▸ Task description:
Where the listing below reaches the line containing "322,1109 358,1076 385,1043", start writing out lines exactly, and stop once the line containing "2v4M12 18v4M2 12h4M18" has been written.

▸ Material shown:
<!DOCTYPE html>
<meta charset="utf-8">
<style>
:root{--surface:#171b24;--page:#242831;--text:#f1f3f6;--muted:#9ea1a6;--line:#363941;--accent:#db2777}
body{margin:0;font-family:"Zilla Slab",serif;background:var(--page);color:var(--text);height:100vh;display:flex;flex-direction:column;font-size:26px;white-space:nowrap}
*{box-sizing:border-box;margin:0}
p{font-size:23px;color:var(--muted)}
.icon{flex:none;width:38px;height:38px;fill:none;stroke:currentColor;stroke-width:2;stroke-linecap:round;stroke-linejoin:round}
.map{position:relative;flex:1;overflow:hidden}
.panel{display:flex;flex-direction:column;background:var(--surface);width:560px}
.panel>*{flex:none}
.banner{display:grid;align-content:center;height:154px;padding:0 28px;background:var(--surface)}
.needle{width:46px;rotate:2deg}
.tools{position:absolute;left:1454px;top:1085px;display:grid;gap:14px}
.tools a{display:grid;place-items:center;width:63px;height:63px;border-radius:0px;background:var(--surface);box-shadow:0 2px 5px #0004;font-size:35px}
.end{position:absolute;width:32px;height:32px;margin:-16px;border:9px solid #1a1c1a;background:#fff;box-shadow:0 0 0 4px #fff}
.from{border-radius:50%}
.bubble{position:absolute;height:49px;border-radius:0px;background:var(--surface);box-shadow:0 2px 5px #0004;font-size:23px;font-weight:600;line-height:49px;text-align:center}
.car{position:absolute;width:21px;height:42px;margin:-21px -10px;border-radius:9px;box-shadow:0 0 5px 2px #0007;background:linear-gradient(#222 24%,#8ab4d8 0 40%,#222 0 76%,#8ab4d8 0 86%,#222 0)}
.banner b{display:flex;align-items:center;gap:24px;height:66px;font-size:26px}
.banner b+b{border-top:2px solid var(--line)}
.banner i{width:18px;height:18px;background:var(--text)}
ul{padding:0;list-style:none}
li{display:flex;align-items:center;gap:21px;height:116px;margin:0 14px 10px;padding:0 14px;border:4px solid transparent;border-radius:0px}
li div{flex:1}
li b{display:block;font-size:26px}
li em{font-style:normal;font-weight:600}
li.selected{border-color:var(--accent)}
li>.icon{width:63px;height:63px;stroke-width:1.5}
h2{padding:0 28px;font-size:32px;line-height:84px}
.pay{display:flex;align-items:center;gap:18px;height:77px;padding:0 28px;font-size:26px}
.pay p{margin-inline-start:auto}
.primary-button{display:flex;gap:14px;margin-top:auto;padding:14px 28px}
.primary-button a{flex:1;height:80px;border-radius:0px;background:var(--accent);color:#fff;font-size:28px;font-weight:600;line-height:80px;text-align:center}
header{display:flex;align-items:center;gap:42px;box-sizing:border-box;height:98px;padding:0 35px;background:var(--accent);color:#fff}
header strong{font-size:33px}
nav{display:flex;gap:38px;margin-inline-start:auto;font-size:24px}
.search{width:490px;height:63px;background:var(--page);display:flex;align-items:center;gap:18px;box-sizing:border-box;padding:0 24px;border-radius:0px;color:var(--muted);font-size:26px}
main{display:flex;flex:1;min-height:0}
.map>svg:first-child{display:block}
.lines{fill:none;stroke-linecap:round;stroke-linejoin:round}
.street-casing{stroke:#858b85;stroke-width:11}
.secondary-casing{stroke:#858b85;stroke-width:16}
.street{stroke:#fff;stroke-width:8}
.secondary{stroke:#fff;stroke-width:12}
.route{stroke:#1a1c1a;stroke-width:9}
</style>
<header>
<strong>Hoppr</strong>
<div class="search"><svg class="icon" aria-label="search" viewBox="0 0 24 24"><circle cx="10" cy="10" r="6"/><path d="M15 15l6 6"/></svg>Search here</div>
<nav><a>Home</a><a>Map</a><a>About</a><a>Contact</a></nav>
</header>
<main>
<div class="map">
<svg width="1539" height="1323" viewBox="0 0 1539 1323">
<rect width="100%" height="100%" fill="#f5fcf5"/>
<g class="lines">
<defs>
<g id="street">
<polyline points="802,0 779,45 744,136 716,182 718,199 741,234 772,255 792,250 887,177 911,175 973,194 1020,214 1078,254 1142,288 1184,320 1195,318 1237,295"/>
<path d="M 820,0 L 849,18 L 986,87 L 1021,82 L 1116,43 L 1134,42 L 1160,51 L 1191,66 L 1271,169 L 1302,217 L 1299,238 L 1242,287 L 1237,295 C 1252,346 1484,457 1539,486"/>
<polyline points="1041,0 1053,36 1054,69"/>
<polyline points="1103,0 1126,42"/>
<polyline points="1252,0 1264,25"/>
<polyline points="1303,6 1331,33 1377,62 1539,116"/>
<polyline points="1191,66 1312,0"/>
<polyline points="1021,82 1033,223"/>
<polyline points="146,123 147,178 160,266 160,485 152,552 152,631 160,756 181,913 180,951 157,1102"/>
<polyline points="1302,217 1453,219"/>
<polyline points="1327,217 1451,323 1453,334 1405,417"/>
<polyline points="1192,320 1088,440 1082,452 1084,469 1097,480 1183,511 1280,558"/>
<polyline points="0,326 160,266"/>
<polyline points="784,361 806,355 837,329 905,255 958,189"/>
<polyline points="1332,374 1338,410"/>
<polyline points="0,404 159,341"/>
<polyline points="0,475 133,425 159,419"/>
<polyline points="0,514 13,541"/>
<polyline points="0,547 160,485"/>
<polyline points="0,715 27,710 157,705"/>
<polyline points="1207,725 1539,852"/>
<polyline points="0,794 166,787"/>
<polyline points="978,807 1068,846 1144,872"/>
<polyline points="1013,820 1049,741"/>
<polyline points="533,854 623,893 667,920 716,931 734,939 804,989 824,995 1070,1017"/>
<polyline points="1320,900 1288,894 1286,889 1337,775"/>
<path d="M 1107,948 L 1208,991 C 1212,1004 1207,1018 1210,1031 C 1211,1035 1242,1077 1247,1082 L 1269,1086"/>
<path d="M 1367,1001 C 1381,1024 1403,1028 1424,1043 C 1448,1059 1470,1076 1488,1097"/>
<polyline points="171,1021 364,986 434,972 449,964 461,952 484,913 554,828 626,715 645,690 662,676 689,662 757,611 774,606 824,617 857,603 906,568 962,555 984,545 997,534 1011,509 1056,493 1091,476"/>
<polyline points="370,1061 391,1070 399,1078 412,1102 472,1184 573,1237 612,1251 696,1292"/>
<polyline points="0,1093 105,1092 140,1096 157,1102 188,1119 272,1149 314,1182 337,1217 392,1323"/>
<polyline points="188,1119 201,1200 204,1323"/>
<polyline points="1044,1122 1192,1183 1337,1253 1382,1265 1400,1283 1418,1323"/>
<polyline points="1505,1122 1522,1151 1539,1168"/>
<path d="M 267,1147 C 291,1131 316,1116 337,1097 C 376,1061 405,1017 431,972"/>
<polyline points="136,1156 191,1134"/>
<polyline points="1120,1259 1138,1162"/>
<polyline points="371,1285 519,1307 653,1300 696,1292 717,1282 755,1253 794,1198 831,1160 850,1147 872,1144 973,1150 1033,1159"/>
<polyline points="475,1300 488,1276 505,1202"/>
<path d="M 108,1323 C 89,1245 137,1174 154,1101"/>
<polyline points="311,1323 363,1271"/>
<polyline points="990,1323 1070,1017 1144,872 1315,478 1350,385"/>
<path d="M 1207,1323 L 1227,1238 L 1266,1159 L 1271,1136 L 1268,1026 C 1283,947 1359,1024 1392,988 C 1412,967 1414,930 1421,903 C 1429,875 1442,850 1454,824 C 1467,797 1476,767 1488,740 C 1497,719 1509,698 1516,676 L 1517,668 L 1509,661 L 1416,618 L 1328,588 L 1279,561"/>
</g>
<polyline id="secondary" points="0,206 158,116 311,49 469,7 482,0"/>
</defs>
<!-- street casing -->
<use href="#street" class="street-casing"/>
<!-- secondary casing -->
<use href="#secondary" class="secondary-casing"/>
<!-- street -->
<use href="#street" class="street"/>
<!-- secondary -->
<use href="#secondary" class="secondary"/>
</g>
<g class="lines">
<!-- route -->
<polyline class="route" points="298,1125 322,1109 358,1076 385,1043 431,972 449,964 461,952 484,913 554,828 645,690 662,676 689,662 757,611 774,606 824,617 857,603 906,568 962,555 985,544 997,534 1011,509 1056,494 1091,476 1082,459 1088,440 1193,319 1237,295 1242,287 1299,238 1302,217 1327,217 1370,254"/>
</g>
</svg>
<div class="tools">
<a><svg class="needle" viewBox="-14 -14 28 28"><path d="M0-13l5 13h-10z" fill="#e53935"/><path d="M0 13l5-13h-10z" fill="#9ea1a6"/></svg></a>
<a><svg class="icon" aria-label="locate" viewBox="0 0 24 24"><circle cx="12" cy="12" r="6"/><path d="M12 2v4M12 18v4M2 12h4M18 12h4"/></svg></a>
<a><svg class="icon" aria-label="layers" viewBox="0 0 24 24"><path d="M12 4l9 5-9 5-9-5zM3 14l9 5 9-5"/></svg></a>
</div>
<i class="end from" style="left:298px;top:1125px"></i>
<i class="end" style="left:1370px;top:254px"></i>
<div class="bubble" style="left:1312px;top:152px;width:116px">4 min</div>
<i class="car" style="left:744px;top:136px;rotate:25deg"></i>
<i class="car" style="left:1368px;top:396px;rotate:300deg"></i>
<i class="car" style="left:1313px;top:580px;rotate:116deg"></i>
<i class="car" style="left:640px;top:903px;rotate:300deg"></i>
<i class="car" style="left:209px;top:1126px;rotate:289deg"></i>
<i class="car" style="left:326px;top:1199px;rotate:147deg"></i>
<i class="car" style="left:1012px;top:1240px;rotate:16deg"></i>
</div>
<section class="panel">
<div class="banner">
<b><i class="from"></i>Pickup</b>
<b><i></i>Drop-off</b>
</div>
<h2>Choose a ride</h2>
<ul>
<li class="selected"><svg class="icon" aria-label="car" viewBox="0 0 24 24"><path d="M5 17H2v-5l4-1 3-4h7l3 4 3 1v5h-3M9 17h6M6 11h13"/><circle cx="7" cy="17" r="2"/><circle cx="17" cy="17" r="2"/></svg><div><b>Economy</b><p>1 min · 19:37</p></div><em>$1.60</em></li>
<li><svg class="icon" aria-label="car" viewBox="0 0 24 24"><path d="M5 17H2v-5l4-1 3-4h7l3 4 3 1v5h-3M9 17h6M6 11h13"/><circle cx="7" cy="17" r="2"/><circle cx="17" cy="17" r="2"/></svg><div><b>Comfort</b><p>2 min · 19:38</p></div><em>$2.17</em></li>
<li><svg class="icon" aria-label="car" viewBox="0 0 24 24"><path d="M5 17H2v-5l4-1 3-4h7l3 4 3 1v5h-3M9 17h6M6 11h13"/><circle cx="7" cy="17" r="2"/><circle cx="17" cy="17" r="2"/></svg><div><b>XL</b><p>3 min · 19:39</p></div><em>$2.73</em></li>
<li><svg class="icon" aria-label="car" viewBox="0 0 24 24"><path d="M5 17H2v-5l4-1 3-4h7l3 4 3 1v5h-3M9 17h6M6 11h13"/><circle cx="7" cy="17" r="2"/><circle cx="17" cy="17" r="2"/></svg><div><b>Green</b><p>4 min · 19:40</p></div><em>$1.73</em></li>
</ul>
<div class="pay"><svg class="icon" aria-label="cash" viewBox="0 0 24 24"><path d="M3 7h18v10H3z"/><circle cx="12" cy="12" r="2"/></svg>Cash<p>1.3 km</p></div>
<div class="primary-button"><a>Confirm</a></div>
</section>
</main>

▸ Exercise output:
<polyline class="route" points="298,1125 322,1109 358,1076 385,1043 431,972 449,964 461,952 484,913 554,828 645,690 662,676 689,662 757,611 774,606 824,617 857,603 906,568 962,555 985,544 997,534 1011,509 1056,494 1091,476 1082,459 1088,440 1193,319 1237,295 1242,287 1299,238 1302,217 1327,217 1370,254"/>
</g>
</svg>
<div class="tools">
<a><svg class="needle" viewBox="-14 -14 28 28"><path d="M0-13l5 13h-10z" fill="#e53935"/><path d="M0 13l5-13h-10z" fill="#9ea1a6"/></svg></a>
<a><svg class="icon" aria-label="locate" viewBox="0 0 24 24"><circle cx="12" cy="12" r="6"/><path d="M12 2v4M12 18v4M2 12h4M18 12h4"/></svg></a>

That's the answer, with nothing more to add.